El Pulgar parece desconcertado.
—Sabes, Cerebro, lo que me asombra es que tú te conoces a ti mismo y al mismo tiempo no te conoces a ti mismo, y sabes que te conoces a ti mismo y sabes que no te conoces… oh, esto resulta ridículo.
—Es la vieja paradoja —dice el Cerebro, sonriendo por sus diversos pliegues y hendiduras.
—¿Pero cuál es la fuerza paradójica que te permite hacer eso? —pregunta el Pulgar—. ¿Qué es lo que te permite pensar sobre el pensamiento y sentir sobre el sentimiento?
—La Conciencia.
—Vale, de acuerdo, muy bien. Si tienes toda esa Conciencia y la Conciencia es tan todopoderosamente poderosa, por qué no puedes arreglar las cosas, equilibrarlas…

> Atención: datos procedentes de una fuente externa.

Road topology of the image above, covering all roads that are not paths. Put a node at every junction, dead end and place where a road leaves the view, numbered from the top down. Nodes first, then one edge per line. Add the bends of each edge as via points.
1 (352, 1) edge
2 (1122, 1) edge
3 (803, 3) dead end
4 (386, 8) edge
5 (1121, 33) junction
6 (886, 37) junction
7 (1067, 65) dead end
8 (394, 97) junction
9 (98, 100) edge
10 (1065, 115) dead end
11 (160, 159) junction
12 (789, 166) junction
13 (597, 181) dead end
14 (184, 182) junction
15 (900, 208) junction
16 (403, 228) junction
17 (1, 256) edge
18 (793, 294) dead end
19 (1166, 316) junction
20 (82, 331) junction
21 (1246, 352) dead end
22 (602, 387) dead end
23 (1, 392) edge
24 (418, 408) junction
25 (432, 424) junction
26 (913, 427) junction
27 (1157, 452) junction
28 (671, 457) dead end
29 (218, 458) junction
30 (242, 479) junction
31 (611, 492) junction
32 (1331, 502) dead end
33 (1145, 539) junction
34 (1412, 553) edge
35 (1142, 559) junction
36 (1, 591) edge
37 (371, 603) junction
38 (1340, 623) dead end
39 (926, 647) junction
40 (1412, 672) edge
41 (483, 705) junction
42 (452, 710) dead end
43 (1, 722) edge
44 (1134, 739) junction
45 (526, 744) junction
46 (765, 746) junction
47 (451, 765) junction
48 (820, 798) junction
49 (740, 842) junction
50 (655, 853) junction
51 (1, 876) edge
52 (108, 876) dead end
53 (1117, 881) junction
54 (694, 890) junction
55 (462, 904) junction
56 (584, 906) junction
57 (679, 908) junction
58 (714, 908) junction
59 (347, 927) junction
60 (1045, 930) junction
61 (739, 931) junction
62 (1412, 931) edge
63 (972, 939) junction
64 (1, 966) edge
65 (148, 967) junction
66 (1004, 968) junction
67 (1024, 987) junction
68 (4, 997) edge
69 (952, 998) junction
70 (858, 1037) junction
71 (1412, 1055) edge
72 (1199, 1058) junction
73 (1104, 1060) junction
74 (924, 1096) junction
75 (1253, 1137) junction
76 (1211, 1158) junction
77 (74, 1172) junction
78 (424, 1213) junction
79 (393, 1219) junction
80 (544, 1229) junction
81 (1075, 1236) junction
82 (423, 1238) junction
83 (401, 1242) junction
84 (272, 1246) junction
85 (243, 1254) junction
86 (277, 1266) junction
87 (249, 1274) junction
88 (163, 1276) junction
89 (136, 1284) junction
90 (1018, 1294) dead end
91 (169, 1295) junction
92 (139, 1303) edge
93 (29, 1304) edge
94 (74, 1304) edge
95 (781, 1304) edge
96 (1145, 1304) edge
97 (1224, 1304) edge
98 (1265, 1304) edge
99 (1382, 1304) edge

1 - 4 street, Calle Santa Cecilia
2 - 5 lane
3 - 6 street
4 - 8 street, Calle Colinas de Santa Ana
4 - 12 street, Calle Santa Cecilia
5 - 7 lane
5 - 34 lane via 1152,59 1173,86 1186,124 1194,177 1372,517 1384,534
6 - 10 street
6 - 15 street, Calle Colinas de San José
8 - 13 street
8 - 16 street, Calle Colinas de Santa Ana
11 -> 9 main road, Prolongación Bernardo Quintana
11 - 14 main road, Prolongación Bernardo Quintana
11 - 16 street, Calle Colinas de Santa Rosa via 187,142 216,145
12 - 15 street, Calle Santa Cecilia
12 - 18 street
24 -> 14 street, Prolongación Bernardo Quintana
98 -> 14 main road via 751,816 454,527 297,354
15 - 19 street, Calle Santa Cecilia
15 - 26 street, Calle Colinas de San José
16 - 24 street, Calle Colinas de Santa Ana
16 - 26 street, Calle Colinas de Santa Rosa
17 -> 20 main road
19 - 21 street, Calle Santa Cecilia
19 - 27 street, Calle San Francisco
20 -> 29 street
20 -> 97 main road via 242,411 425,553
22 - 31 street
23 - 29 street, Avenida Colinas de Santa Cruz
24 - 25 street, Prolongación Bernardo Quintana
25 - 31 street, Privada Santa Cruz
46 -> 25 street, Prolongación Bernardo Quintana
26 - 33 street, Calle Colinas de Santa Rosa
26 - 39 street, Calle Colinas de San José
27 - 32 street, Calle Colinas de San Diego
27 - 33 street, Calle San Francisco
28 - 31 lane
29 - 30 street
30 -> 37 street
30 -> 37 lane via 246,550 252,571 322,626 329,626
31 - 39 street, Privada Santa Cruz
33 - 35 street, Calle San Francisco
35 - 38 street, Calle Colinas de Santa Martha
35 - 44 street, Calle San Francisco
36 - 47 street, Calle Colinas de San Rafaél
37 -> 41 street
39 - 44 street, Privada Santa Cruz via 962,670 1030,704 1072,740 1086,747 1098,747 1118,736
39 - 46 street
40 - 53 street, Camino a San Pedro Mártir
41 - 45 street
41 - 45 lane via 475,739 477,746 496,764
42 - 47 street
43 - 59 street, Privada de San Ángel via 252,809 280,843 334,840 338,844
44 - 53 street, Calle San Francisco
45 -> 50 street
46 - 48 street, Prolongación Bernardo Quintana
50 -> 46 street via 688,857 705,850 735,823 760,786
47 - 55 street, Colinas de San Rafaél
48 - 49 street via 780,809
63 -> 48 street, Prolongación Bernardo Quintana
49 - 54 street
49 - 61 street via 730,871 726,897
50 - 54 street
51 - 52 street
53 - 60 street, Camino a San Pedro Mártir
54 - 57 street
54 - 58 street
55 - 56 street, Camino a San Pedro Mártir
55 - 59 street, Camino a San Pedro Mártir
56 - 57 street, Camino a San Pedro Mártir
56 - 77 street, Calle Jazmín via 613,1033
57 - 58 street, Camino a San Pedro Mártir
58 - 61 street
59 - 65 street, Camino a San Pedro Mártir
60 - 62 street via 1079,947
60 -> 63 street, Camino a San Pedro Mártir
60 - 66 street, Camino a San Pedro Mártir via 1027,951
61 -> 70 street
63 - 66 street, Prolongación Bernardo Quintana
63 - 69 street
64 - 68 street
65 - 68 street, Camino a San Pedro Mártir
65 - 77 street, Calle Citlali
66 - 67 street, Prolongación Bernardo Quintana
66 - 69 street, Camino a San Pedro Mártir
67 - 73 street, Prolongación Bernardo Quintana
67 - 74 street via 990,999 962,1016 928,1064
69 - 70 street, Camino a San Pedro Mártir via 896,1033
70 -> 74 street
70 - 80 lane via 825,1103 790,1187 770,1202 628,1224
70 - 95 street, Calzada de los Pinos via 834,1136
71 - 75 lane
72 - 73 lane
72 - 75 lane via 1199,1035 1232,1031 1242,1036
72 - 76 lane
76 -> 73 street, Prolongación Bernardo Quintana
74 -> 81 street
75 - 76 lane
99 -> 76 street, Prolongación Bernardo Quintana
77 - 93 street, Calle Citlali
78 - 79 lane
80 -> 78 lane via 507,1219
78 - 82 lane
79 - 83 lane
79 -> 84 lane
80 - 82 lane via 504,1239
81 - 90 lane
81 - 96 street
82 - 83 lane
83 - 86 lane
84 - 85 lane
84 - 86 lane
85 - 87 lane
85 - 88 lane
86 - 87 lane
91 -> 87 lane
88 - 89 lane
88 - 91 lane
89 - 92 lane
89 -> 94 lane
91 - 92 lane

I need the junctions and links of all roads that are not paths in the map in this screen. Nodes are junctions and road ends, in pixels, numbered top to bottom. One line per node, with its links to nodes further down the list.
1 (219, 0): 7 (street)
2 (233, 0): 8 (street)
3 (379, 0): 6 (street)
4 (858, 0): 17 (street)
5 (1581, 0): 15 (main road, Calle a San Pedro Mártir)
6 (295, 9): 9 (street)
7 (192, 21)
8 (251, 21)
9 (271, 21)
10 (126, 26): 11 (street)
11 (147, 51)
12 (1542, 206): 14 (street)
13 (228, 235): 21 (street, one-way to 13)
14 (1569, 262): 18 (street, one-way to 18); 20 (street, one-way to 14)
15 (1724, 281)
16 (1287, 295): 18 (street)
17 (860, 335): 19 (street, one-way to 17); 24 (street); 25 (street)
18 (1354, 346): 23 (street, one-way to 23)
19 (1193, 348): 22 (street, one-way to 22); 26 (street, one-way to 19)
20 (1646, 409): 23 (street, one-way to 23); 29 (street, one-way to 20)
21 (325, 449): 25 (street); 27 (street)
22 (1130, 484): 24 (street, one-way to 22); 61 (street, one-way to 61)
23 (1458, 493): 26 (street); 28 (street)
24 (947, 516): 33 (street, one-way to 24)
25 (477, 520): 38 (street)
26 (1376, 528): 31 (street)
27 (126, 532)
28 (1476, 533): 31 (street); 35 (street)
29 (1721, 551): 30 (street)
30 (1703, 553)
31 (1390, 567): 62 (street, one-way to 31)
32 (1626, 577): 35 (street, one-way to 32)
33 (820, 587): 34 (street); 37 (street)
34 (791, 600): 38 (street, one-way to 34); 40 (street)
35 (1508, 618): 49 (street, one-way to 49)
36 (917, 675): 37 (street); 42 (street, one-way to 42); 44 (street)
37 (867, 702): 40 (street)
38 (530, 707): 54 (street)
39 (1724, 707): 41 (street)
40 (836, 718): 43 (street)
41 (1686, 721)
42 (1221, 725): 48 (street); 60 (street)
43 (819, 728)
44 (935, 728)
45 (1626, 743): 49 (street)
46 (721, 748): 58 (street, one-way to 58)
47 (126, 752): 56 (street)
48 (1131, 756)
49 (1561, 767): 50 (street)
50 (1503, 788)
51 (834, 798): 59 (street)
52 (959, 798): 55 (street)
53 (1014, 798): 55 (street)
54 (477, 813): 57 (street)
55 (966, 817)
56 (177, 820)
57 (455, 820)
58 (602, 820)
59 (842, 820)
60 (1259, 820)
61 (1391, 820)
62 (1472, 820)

—Querido Pulgarcete, porque no tengo «toda esa» conciencia. Tengo una cuantía notable. Pero desde luego no tengo el monopolio de ella. Todos suponen que la Conciencia es propiedad exclusiva del Cerebro. ¡Qué error! Yo tengo mi parte de ella, desde luego, pero no suficiente para reclamar privilegios especiales. La Rodilla tiene Conciencia y el Mundo tiene Conciencia. Hay Conciencia en el Hígado, en la Lengua, en el Pijo, en ti, Pulgar. Corre a través de ti, también, y tú la expresas. Cada uno de vosotros sois una parte de ella. Además, hay Conciencia en mariposas y plantas y vientos y agua. ¡No existe ningún Control Central! Está en todas partes. Así pues, si lo que se necesita es Conciencia…
—Empiezo a comprender —dice el Pulgar.
¡Ay! En cuanto el Pulgar se reconoce como agente de Conciencia, varias piezas del Rompecabezas empiezan a encajar, y aunque la imagen que forman posee escaso sentido lógico o literal, contiene un sentimiento ajustado y hermoso.
—¡Oh! —grita el Pulgar—. Todo parece mucho más luminoso y mejor. Ay si las demás partes del cuerpo comprendiesen que son manifestaciones de la Conciencia absoluta… Entonces…
—Quizá podamos despertarlas —sugiere el Cerebro—. Sólo que habríamos de hacerlo de forma lenta y gradual, para no poner en peligro la supervivencia.
El Pulgar ignora las cautas matizaciones del Cerebro.
—Despertémoslas —dice con vehemencia—. Vamos. ¿Dónde está el Pijo?
—Oh, probablemente correteando tras el Coño, como siempre. ¿Echamos un vistazo?
En el reino de la luz corpórea, hay movimiento, y eso es lo máximo que puede decirse al respecto, porque nada más se puede decir.